Problem requirements =>
For the full listing below, write out each entry exactly and exclude the images.

Input records =>
===============
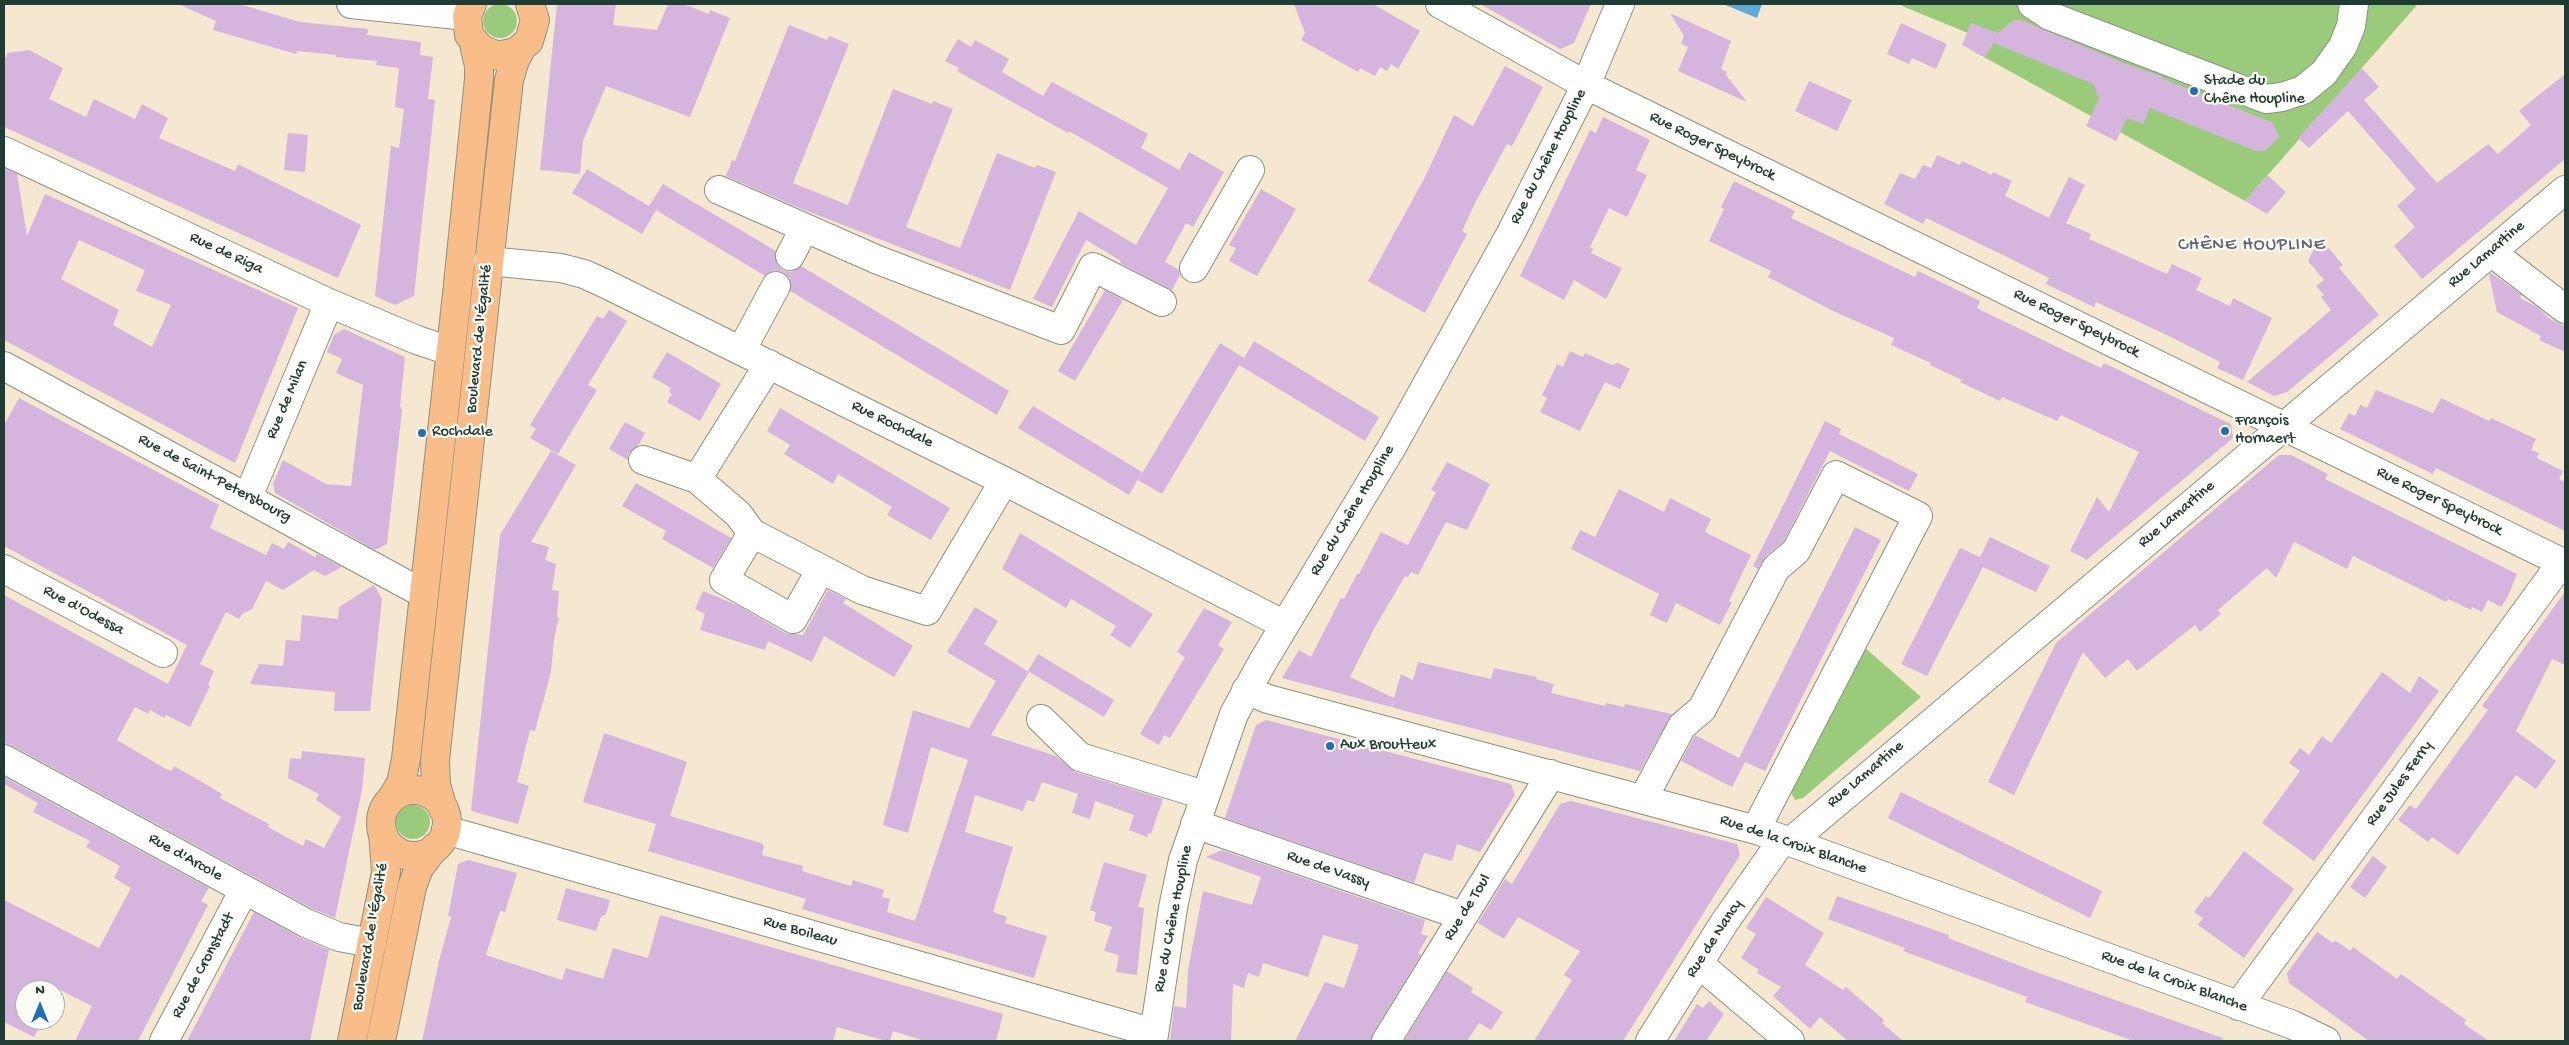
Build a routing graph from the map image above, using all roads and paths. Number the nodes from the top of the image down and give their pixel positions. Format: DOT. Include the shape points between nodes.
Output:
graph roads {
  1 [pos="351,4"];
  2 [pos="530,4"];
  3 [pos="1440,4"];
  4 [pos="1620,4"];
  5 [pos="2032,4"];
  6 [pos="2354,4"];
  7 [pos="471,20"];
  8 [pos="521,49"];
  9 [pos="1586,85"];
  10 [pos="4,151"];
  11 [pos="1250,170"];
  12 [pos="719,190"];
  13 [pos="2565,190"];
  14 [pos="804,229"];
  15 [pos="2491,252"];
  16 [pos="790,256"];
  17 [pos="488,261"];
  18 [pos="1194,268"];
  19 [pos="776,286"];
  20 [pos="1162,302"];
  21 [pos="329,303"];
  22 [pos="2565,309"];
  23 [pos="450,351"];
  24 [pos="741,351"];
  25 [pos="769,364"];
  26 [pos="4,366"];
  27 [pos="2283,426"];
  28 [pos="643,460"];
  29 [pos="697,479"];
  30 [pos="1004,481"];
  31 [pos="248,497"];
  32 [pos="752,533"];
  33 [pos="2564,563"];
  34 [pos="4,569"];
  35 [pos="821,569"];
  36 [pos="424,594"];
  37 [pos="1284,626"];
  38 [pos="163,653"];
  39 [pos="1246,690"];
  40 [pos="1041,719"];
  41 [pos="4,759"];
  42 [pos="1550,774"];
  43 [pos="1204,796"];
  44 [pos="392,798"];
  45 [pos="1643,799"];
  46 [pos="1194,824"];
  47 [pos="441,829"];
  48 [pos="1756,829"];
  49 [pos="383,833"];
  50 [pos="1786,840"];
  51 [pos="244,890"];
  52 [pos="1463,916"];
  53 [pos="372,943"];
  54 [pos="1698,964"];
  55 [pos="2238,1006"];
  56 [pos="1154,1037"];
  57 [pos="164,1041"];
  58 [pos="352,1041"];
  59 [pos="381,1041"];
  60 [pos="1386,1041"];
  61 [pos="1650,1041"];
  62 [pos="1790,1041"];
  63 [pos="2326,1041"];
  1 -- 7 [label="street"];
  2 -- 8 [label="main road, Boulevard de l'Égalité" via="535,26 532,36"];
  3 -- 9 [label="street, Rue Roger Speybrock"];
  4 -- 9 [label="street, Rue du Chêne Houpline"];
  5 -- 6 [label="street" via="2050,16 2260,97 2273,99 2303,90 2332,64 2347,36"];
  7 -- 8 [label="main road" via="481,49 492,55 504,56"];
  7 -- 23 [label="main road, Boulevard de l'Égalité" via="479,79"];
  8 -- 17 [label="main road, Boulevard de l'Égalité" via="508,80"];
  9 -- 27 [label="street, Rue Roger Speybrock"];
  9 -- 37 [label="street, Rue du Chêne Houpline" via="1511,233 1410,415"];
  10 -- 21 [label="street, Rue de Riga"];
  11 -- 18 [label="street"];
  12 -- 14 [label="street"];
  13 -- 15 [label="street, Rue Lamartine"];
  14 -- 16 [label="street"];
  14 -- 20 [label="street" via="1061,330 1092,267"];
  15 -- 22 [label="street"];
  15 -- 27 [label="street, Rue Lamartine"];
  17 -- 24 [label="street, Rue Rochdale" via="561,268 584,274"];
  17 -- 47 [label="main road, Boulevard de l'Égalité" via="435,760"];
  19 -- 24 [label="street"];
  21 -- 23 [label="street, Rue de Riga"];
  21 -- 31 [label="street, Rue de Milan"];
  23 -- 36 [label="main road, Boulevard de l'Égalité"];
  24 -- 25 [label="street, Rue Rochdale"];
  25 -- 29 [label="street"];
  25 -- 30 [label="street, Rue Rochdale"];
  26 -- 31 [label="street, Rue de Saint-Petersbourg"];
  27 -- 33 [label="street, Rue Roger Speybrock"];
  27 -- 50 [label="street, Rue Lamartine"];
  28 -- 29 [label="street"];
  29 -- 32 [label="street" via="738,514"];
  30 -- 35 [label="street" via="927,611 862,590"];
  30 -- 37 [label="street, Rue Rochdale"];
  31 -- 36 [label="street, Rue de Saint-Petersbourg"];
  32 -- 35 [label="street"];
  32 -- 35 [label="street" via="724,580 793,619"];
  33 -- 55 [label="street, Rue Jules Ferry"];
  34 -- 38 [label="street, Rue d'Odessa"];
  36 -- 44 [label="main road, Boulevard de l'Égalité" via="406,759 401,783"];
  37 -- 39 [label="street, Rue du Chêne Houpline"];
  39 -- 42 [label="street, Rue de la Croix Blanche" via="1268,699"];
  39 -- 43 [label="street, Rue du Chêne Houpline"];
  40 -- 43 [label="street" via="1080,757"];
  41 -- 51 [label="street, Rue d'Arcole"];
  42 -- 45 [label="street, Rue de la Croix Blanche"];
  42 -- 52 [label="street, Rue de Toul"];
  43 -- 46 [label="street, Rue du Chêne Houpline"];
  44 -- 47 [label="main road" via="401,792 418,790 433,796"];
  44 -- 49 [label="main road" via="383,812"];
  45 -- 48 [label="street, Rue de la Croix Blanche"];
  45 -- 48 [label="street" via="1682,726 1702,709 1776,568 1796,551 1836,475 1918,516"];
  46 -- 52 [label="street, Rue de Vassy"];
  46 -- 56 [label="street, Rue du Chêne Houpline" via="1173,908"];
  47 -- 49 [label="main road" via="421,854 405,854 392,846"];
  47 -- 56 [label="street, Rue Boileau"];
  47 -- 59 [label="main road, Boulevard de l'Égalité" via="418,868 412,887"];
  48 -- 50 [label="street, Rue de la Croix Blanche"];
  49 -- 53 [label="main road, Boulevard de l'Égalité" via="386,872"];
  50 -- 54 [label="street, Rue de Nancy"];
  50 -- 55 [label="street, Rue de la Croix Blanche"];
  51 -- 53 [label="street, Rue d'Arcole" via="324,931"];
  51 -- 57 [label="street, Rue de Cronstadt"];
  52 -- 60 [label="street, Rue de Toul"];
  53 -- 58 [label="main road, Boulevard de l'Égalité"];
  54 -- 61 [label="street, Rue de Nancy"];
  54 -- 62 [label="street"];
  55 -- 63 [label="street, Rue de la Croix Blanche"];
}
===============
Response box =>
Build a routing graph from the map image above, using all roads and paths. Number the nodes from the top of the image down and give their pixel positions. Format: DOT. Include the shape points between nodes.
Output:
graph roads {
  1 [pos="351,4"];
  2 [pos="530,4"];
  3 [pos="1440,4"];
  4 [pos="1620,4"];
  5 [pos="2032,4"];
  6 [pos="2354,4"];
  7 [pos="471,20"];
  8 [pos="521,49"];
  9 [pos="1586,85"];
  10 [pos="4,151"];
  11 [pos="1250,170"];
  12 [pos="719,190"];
  13 [pos="2565,190"];
  14 [pos="804,229"];
  15 [pos="2491,252"];
  16 [pos="790,256"];
  17 [pos="488,261"];
  18 [pos="1194,268"];
  19 [pos="776,286"];
  20 [pos="1162,302"];
  21 [pos="329,303"];
  22 [pos="2565,309"];
  23 [pos="450,351"];
  24 [pos="741,351"];
  25 [pos="769,364"];
  26 [pos="4,366"];
  27 [pos="2283,426"];
  28 [pos="643,460"];
  29 [pos="697,479"];
  30 [pos="1004,481"];
  31 [pos="248,497"];
  32 [pos="752,533"];
  33 [pos="2564,563"];
  34 [pos="4,569"];
  35 [pos="821,569"];
  36 [pos="424,594"];
  37 [pos="1284,626"];
  38 [pos="163,653"];
  39 [pos="1246,690"];
  40 [pos="1041,719"];
  41 [pos="4,759"];
  42 [pos="1550,774"];
  43 [pos="1204,796"];
  44 [pos="392,798"];
  45 [pos="1643,799"];
  46 [pos="1194,824"];
  47 [pos="441,829"];
  48 [pos="1756,829"];
  49 [pos="383,833"];
  50 [pos="1786,840"];
  51 [pos="244,890"];
  52 [pos="1463,916"];
  53 [pos="372,943"];
  54 [pos="1698,964"];
  55 [pos="2238,1006"];
  56 [pos="1154,1037"];
  57 [pos="164,1041"];
  58 [pos="352,1041"];
  59 [pos="381,1041"];
  60 [pos="1386,1041"];
  61 [pos="1650,1041"];
  62 [pos="1790,1041"];
  63 [pos="2326,1041"];
  1 -- 7 [label="street"];
  2 -- 8 [label="main road, Boulevard de l'Égalité" via="535,26 532,36"];
  3 -- 9 [label="street, Rue Roger Speybrock"];
  4 -- 9 [label="street, Rue du Chêne Houpline"];
  5 -- 6 [label="street" via="2050,16 2260,97 2273,99 2303,90 2332,64 2347,36"];
  7 -- 8 [label="main road" via="481,49 492,55 504,56"];
  7 -- 23 [label="main road, Boulevard de l'Égalité" via="479,79"];
  8 -- 17 [label="main road, Boulevard de l'Égalité" via="508,80"];
  9 -- 27 [label="street, Rue Roger Speybrock"];
  9 -- 37 [label="street, Rue du Chêne Houpline" via="1511,233 1410,415"];
  10 -- 21 [label="street, Rue de Riga"];
  11 -- 18 [label="street"];
  12 -- 14 [label="street"];
  13 -- 15 [label="street, Rue Lamartine"];
  14 -- 16 [label="street"];
  14 -- 20 [label="street" via="1061,330 1092,267"];
  15 -- 22 [label="street"];
  15 -- 27 [label="street, Rue Lamartine"];
  17 -- 24 [label="street, Rue Rochdale" via="561,268 584,274"];
  17 -- 47 [label="main road, Boulevard de l'Égalité" via="435,760"];
  19 -- 24 [label="street"];
  21 -- 23 [label="street, Rue de Riga"];
  21 -- 31 [label="street, Rue de Milan"];
  23 -- 36 [label="main road, Boulevard de l'Égalité"];
  24 -- 25 [label="street, Rue Rochdale"];
  25 -- 29 [label="street"];
  25 -- 30 [label="street, Rue Rochdale"];
  26 -- 31 [label="street, Rue de Saint-Petersbourg"];
  27 -- 33 [label="street, Rue Roger Speybrock"];
  27 -- 50 [label="street, Rue Lamartine"];
  28 -- 29 [label="street"];
  29 -- 32 [label="street" via="738,514"];
  30 -- 35 [label="street" via="927,611 862,590"];
  30 -- 37 [label="street, Rue Rochdale"];
  31 -- 36 [label="street, Rue de Saint-Petersbourg"];
  32 -- 35 [label="street"];
  32 -- 35 [label="street" via="724,580 793,619"];
  33 -- 55 [label="street, Rue Jules Ferry"];
  34 -- 38 [label="street, Rue d'Odessa"];
  36 -- 44 [label="main road, Boulevard de l'Égalité" via="406,759 401,783"];
  37 -- 39 [label="street, Rue du Chêne Houpline"];
  39 -- 42 [label="street, Rue de la Croix Blanche" via="1268,699"];
  39 -- 43 [label="street, Rue du Chêne Houpline"];
  40 -- 43 [label="street" via="1080,757"];
  41 -- 51 [label="street, Rue d'Arcole"];
  42 -- 45 [label="street, Rue de la Croix Blanche"];
  42 -- 52 [label="street, Rue de Toul"];
  43 -- 46 [label="street, Rue du Chêne Houpline"];
  44 -- 47 [label="main road" via="401,792 418,790 433,796"];
  44 -- 49 [label="main road" via="383,812"];
  45 -- 48 [label="street, Rue de la Croix Blanche"];
  45 -- 48 [label="street" via="1682,726 1702,709 1776,568 1796,551 1836,475 1918,516"];
  46 -- 52 [label="street, Rue de Vassy"];
  46 -- 56 [label="street, Rue du Chêne Houpline" via="1173,908"];
  47 -- 49 [label="main road" via="421,854 405,854 392,846"];
  47 -- 56 [label="street, Rue Boileau"];
  47 -- 59 [label="main road, Boulevard de l'Égalité" via="418,868 412,887"];
  48 -- 50 [label="street, Rue de la Croix Blanche"];
  49 -- 53 [label="main road, Boulevard de l'Égalité" via="386,872"];
  50 -- 54 [label="street, Rue de Nancy"];
  50 -- 55 [label="street, Rue de la Croix Blanche"];
  51 -- 53 [label="street, Rue d'Arcole" via="324,931"];
  51 -- 57 [label="street, Rue de Cronstadt"];
  52 -- 60 [label="street, Rue de Toul"];
  53 -- 58 [label="main road, Boulevard de l'Égalité"];
  54 -- 61 [label="street, Rue de Nancy"];
  54 -- 62 [label="street"];
  55 -- 63 [label="street, Rue de la Croix Blanche"];
}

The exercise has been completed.